Potential performance increase when tasks.get_kdbg caches its results

GoogleCodeExporter commented 9 years ago

modules.lsmod and tasks.pslist both (indirectly) call tasks.get_kdbg.

In code that utilises both modules.lsmod and tasks.pslist (e.g. threads), then 
we end up duplicating effort here. 

We could gain a performance increase here by getting tasks.get_kdbg to cache 
its results.

To demonstrate what I mean, I've attached an SVG graph generated by using 
cProfile/gprof2dot to profile method usage in the threads plugin (I'm using the 
Bob.vmem image here and no plugin specific options). Notice how both 
modules.lsmod and tasks.pslist feed into tasks.get_kdbg (green node with 56.79% 
of total time spent in it and its callees).
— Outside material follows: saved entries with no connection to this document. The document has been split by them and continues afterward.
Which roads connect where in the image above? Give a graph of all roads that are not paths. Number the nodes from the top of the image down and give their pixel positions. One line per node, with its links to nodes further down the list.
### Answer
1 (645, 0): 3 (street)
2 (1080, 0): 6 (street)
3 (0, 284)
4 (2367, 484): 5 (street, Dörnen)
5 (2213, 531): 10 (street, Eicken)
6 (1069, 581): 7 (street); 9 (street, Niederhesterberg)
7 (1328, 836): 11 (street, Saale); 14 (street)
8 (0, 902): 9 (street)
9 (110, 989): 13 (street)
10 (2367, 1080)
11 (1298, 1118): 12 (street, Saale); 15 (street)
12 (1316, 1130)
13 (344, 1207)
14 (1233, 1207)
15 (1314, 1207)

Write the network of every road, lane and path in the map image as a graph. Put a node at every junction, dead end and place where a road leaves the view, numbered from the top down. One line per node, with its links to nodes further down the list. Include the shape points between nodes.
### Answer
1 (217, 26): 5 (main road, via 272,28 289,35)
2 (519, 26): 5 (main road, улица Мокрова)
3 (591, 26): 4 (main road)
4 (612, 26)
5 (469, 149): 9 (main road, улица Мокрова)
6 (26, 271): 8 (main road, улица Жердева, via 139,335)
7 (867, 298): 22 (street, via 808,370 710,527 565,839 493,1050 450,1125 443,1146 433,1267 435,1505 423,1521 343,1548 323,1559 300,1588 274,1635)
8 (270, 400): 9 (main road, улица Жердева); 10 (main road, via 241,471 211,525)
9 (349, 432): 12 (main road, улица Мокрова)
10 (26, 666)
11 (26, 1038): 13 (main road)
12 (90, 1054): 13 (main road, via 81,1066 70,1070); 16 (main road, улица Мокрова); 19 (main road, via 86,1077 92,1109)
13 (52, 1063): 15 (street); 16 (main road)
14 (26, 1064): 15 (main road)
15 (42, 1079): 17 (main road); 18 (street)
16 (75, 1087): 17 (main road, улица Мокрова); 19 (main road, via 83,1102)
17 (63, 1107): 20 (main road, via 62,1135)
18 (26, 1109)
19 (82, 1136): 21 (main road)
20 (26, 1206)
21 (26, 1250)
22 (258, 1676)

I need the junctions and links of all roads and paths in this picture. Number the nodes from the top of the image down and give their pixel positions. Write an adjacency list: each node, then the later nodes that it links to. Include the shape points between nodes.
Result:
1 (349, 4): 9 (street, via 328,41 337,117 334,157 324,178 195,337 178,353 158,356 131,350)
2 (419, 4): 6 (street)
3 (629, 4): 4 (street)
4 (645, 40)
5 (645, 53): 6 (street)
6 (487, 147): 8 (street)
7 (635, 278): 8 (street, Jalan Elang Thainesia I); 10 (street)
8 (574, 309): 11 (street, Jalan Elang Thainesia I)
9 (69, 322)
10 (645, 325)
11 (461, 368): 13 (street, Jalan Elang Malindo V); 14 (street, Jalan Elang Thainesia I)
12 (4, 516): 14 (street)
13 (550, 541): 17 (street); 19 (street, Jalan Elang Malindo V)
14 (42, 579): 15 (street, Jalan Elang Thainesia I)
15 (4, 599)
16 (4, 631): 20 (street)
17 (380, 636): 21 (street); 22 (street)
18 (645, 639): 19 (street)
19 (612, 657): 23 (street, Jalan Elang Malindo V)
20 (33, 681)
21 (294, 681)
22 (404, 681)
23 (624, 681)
A simple module level global variable would surely be sufficient here for 
caching tasks.get_kdbg's results?

Original issue reported on code.google.com by carl.pulley on 8 Apr 2013 at 11:08

Merged into: #521

Attachments:

threads.svg

GoogleCodeExporter commented 9 years ago

Hiya,

Thanks for the suggestions.  Caching's a very tricky area to get right (which 
is why our caching framework is disabled by default).  Some things to consider 
here are the various use-cases of volatility.  Creating a module level global 
variable as suggested means that you can only carry out one run of volatility 
at a time (otherwise, how do you know when to reset the cache).  It's difficult 
to use volatility as a framework at the moment, but most everything is passed 
through parameters to avoid the problems that anything global causes (the 
primary thing still left over is the configuration system).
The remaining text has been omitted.